The social cost of carbon estimates the annual economic costs associated with an increase in one metric ton of carbon emissions, and thereby allow agencies to account for the climate implications of their decisions. These estimates include changes in agricultural productivity, human health risks, property damages from natural disasters and sea level rise, among other adverse climatic impacts. The Interagency Working Group on the Social Cost of Carbon estimates the range of social cost of carbon values at various discount rates to be between $12 and $109 in 2015.

As the largest land and resource managers in the nation, the Departments of Interior and Agriculture have the opportunity to play a meaningful role in curtailing carbon in the United States. In 2013, 40 percent of the nation’s coal, 15 percent of the nation’s natural gas and 22 percent of the nation’s oil came from public lands overseen by both agencies. Attaching the social cost of carbon to leasing decisions for coal, natural gas and oil reveals the true cost of these dirty fuels to our society. If the approximate 1.375 million metric tons of carbon emissions produced from fossil fuels on public areas were priced at the low estimate of $12 per ton, the societal cost equals $1.65 billion in just one year. The 2015 high estimate of $109 per ton equals nearly $150 billion.

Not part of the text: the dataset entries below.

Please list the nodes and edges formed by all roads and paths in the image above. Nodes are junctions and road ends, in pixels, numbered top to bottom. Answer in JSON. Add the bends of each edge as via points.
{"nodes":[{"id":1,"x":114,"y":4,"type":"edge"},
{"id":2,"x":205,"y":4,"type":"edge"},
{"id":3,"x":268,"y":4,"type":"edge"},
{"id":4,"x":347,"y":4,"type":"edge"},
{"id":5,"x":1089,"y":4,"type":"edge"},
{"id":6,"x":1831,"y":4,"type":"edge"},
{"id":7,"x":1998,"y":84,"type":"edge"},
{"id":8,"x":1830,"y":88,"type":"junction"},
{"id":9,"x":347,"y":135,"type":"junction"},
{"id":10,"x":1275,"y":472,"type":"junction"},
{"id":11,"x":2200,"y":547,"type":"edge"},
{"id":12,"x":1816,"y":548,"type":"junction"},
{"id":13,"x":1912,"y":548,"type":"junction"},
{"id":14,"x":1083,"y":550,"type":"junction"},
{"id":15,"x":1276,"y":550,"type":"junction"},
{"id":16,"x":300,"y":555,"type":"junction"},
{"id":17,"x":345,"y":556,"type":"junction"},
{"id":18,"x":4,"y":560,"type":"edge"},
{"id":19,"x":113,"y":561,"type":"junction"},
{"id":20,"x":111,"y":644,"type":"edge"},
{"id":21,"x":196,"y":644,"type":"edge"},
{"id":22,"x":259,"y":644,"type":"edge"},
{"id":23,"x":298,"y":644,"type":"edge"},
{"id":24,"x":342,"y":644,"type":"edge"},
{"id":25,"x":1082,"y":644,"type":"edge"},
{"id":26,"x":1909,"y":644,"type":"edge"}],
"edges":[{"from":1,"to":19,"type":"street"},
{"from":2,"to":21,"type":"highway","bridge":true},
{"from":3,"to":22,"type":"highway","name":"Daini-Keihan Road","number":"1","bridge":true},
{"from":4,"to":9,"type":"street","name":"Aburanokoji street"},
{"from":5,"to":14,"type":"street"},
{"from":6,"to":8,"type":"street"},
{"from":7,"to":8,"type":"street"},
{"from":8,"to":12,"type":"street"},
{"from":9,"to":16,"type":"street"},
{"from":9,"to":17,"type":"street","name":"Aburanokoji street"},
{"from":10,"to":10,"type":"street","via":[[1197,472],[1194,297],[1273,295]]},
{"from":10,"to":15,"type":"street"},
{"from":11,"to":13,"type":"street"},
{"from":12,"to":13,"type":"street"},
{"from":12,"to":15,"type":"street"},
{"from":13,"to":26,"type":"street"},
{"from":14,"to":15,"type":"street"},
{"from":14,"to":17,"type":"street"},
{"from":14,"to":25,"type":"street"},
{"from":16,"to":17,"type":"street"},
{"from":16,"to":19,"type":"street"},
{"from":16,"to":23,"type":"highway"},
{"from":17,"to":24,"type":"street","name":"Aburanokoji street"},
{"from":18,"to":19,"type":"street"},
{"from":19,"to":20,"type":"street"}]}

The Departments of Interior and Agriculture are responsible for managing resources on public lands in the best interests of the American public, which must account for the climate impact of leasing for fossil fuel development. The social cost of carbon offers these agencies the best basis for estimating the climate-related costs of their actions. Based on these estimates, new or expanded leases for fossil fuel development on public lands may prove cost-prohibitive. Including the social cost of carbon in leasing decisions would be a step in the right direction towards keeping dirty fossil fuels in the ground.